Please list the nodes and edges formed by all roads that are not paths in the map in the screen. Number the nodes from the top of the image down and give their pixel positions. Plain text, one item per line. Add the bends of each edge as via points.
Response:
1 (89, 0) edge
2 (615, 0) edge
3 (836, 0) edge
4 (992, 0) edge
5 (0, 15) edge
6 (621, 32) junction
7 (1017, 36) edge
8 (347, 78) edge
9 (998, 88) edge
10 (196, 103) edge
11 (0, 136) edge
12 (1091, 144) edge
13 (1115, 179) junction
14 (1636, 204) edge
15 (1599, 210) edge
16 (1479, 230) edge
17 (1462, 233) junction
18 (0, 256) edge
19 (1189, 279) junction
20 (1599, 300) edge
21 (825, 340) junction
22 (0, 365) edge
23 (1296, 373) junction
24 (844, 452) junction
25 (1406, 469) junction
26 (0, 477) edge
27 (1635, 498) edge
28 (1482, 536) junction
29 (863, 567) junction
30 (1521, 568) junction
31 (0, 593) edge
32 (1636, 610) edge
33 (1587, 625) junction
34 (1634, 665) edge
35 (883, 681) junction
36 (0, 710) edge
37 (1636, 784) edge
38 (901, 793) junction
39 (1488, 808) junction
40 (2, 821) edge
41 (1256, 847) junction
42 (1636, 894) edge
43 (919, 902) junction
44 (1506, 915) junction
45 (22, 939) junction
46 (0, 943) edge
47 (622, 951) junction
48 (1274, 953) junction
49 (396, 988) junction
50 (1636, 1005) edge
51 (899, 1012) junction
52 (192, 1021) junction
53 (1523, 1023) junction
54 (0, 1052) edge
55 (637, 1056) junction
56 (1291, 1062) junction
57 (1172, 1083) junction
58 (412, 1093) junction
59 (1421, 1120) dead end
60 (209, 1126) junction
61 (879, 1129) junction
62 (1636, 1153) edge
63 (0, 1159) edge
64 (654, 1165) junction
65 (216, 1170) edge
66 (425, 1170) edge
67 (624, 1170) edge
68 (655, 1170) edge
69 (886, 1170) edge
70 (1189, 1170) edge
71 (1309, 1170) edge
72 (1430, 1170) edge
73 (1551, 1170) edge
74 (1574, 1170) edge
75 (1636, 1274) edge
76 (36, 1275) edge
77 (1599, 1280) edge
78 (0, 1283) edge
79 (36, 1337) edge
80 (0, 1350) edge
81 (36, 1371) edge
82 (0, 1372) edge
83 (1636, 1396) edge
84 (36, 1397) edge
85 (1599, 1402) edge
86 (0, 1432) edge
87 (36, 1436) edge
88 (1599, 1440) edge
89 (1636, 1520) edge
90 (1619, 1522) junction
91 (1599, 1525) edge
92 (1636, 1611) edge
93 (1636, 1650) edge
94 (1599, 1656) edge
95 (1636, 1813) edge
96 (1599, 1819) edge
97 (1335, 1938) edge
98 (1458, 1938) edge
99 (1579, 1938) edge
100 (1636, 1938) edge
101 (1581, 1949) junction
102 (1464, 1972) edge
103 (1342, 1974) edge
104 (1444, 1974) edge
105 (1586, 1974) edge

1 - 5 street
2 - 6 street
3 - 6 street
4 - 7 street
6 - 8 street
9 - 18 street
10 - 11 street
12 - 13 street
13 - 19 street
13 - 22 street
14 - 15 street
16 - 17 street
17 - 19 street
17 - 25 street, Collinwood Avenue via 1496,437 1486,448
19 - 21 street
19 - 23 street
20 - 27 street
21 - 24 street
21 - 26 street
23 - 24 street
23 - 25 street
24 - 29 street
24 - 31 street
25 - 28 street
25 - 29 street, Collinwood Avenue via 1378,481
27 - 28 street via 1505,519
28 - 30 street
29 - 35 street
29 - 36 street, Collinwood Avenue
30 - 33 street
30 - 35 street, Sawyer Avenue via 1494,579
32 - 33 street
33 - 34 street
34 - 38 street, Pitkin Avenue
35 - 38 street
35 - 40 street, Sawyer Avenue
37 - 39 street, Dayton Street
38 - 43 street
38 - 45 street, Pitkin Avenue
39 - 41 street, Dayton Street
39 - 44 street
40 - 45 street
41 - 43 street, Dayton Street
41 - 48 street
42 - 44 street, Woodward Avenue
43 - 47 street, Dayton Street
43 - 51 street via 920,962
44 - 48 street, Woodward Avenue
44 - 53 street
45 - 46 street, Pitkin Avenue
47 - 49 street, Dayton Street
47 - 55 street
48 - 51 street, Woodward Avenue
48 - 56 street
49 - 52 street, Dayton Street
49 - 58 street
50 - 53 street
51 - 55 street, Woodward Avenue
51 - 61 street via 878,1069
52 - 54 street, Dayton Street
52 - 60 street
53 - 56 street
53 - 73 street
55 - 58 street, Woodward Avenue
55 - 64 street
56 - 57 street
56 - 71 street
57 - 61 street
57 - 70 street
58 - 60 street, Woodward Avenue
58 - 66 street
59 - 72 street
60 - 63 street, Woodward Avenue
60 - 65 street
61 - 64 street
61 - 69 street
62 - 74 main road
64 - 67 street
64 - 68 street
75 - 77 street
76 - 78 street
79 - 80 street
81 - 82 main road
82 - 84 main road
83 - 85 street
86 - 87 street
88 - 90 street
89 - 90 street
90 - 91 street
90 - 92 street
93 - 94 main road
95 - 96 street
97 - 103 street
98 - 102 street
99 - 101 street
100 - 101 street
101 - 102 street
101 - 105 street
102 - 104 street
..........
Task to carry out>
Give the listing again, exactly as it was written.

Solved exercise>
Please list the nodes and edges formed by all roads that are not paths in the map in the screen. Number the nodes from the top of the image down and give their pixel positions. Plain text, one item per line. Add the bends of each edge as via points.
Response:
1 (89, 0) edge
2 (615, 0) edge
3 (836, 0) edge
4 (992, 0) edge
5 (0, 15) edge
6 (621, 32) junction
7 (1017, 36) edge
8 (347, 78) edge
9 (998, 88) edge
10 (196, 103) edge
11 (0, 136) edge
12 (1091, 144) edge
13 (1115, 179) junction
14 (1636, 204) edge
15 (1599, 210) edge
16 (1479, 230) edge
17 (1462, 233) junction
18 (0, 256) edge
19 (1189, 279) junction
20 (1599, 300) edge
21 (825, 340) junction
22 (0, 365) edge
23 (1296, 373) junction
24 (844, 452) junction
25 (1406, 469) junction
26 (0, 477) edge
27 (1635, 498) edge
28 (1482, 536) junction
29 (863, 567) junction
30 (1521, 568) junction
31 (0, 593) edge
32 (1636, 610) edge
33 (1587, 625) junction
34 (1634, 665) edge
35 (883, 681) junction
36 (0, 710) edge
37 (1636, 784) edge
38 (901, 793) junction
39 (1488, 808) junction
40 (2, 821) edge
41 (1256, 847) junction
42 (1636, 894) edge
43 (919, 902) junction
44 (1506, 915) junction
45 (22, 939) junction
46 (0, 943) edge
47 (622, 951) junction
48 (1274, 953) junction
49 (396, 988) junction
50 (1636, 1005) edge
51 (899, 1012) junction
52 (192, 1021) junction
53 (1523, 1023) junction
54 (0, 1052) edge
55 (637, 1056) junction
56 (1291, 1062) junction
57 (1172, 1083) junction
58 (412, 1093) junction
59 (1421, 1120) dead end
60 (209, 1126) junction
61 (879, 1129) junction
62 (1636, 1153) edge
63 (0, 1159) edge
64 (654, 1165) junction
65 (216, 1170) edge
66 (425, 1170) edge
67 (624, 1170) edge
68 (655, 1170) edge
69 (886, 1170) edge
70 (1189, 1170) edge
71 (1309, 1170) edge
72 (1430, 1170) edge
73 (1551, 1170) edge
74 (1574, 1170) edge
75 (1636, 1274) edge
76 (36, 1275) edge
77 (1599, 1280) edge
78 (0, 1283) edge
79 (36, 1337) edge
80 (0, 1350) edge
81 (36, 1371) edge
82 (0, 1372) edge
83 (1636, 1396) edge
84 (36, 1397) edge
85 (1599, 1402) edge
86 (0, 1432) edge
87 (36, 1436) edge
88 (1599, 1440) edge
89 (1636, 1520) edge
90 (1619, 1522) junction
91 (1599, 1525) edge
92 (1636, 1611) edge
93 (1636, 1650) edge
94 (1599, 1656) edge
95 (1636, 1813) edge
96 (1599, 1819) edge
97 (1335, 1938) edge
98 (1458, 1938) edge
99 (1579, 1938) edge
100 (1636, 1938) edge
101 (1581, 1949) junction
102 (1464, 1972) edge
103 (1342, 1974) edge
104 (1444, 1974) edge
105 (1586, 1974) edge

1 - 5 street
2 - 6 street
3 - 6 street
4 - 7 street
6 - 8 street
9 - 18 street
10 - 11 street
12 - 13 street
13 - 19 street
13 - 22 street
14 - 15 street
16 - 17 street
17 - 19 street
17 - 25 street, Collinwood Avenue via 1496,437 1486,448
19 - 21 street
19 - 23 street
20 - 27 street
21 - 24 street
21 - 26 street
23 - 24 street
23 - 25 street
24 - 29 street
24 - 31 street
25 - 28 street
25 - 29 street, Collinwood Avenue via 1378,481
27 - 28 street via 1505,519
28 - 30 street
29 - 35 street
29 - 36 street, Collinwood Avenue
30 - 33 street
30 - 35 street, Sawyer Avenue via 1494,579
32 - 33 street
33 - 34 street
34 - 38 street, Pitkin Avenue
35 - 38 street
35 - 40 street, Sawyer Avenue
37 - 39 street, Dayton Street
38 - 43 street
38 - 45 street, Pitkin Avenue
39 - 41 street, Dayton Street
39 - 44 street
40 - 45 street
41 - 43 street, Dayton Street
41 - 48 street
42 - 44 street, Woodward Avenue
43 - 47 street, Dayton Street
43 - 51 street via 920,962
44 - 48 street, Woodward Avenue
44 - 53 street
45 - 46 street, Pitkin Avenue
47 - 49 street, Dayton Street
47 - 55 street
48 - 51 street, Woodward Avenue
48 - 56 street
49 - 52 street, Dayton Street
49 - 58 street
50 - 53 street
51 - 55 street, Woodward Avenue
51 - 61 street via 878,1069
52 - 54 street, Dayton Street
52 - 60 street
53 - 56 street
53 - 73 street
55 - 58 street, Woodward Avenue
55 - 64 street
56 - 57 street
56 - 71 street
57 - 61 street
57 - 70 street
58 - 60 street, Woodward Avenue
58 - 66 street
59 - 72 street
60 - 63 street, Woodward Avenue
60 - 65 street
61 - 64 street
61 - 69 street
62 - 74 main road
64 - 67 street
64 - 68 street
75 - 77 street
76 - 78 street
79 - 80 street
81 - 82 main road
82 - 84 main road
83 - 85 street
86 - 87 street
88 - 90 street
89 - 90 street
90 - 91 street
90 - 92 street
93 - 94 main road
95 - 96 street
97 - 103 street
98 - 102 street
99 - 101 street
100 - 101 street
101 - 102 street
101 - 105 street
102 - 104 street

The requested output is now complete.